### Task description
Once the line with "Trace all roads" is found in the entries below, print it and each following line exactly, stopping after the line with "Extract the road"; print nothing else.

= = = = = = =

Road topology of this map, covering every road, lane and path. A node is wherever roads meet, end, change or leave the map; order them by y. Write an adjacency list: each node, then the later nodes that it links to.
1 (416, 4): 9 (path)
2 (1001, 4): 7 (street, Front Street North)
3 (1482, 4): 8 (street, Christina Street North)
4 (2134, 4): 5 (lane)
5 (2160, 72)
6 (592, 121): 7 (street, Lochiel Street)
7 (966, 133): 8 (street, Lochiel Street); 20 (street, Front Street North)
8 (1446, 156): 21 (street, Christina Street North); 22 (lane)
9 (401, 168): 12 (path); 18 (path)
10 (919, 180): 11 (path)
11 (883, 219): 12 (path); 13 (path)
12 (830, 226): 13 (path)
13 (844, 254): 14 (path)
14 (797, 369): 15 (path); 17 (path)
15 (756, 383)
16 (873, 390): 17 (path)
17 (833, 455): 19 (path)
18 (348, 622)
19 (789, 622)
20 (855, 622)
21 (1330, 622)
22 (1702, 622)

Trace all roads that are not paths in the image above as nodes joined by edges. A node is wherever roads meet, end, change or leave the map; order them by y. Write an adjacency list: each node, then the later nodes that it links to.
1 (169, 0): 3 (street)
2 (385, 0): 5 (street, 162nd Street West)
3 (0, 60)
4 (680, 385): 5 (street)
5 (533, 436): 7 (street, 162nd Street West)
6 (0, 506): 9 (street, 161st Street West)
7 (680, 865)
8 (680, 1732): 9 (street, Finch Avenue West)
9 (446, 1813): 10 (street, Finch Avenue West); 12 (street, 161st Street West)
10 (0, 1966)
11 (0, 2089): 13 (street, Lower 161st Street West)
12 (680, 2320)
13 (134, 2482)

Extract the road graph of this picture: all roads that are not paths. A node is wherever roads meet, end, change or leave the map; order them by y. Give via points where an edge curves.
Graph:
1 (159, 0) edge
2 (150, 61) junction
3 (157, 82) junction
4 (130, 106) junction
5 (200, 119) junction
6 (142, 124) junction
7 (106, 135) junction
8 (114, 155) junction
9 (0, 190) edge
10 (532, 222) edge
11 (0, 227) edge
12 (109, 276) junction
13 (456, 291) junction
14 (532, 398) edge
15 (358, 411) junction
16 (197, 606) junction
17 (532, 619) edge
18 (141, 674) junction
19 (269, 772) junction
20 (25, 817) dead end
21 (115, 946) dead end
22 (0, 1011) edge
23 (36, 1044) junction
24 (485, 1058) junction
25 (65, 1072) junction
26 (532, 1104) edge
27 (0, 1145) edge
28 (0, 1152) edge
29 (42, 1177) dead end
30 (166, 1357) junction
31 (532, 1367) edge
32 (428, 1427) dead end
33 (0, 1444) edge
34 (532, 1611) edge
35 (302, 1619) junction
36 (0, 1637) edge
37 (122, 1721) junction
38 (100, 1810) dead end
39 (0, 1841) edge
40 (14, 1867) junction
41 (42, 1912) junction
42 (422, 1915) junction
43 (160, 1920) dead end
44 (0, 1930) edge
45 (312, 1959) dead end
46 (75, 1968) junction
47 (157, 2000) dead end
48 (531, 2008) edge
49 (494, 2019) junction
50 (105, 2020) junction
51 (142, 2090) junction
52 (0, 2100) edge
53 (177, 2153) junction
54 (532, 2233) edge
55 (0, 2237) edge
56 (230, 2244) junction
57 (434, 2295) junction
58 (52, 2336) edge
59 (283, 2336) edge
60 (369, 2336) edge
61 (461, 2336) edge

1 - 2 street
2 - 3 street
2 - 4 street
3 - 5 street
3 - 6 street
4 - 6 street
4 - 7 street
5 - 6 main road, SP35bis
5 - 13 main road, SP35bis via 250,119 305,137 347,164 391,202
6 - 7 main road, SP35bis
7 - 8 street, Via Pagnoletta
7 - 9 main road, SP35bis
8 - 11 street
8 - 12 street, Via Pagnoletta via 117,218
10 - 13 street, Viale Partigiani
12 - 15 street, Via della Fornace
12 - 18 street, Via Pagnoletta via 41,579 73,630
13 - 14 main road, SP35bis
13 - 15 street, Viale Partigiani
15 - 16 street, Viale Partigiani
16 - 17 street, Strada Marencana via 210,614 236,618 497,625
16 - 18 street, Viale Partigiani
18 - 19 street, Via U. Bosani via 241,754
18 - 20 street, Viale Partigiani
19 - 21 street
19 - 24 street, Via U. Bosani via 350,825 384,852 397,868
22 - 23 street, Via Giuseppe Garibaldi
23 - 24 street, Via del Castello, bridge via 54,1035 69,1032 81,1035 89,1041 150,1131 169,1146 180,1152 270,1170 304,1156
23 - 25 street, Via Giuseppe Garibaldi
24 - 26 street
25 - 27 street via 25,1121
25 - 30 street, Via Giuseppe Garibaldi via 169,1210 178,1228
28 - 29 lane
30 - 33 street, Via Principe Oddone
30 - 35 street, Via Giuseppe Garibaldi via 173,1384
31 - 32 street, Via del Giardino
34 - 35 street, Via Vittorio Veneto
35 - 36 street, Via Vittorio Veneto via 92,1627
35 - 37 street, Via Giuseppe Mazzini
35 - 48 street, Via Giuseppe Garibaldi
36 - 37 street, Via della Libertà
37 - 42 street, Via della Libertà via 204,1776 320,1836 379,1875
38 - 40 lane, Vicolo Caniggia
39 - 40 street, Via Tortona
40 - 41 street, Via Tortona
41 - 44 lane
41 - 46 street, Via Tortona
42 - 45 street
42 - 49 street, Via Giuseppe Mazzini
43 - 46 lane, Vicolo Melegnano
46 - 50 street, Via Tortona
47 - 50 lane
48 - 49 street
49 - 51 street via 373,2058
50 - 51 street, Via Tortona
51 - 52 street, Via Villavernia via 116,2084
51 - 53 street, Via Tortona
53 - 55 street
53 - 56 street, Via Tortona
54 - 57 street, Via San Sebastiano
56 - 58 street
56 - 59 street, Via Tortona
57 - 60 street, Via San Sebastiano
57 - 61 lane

= = = = = = =

### Exercise solution
Trace all roads that are not paths in the image above as nodes joined by edges. A node is wherever roads meet, end, change or leave the map; order them by y. Write an adjacency list: each node, then the later nodes that it links to.
1 (169, 0): 3 (street)
2 (385, 0): 5 (street, 162nd Street West)
3 (0, 60)
4 (680, 385): 5 (street)
5 (533, 436): 7 (street, 162nd Street West)
6 (0, 506): 9 (street, 161st Street West)
7 (680, 865)
8 (680, 1732): 9 (street, Finch Avenue West)
9 (446, 1813): 10 (street, Finch Avenue West); 12 (street, 161st Street West)
10 (0, 1966)
11 (0, 2089): 13 (street, Lower 161st Street West)
12 (680, 2320)
13 (134, 2482)

Extract the road graph of this picture: all roads that are not paths. A node is wherever roads meet, end, change or leave the map; order them by y. Give via points where an edge curves.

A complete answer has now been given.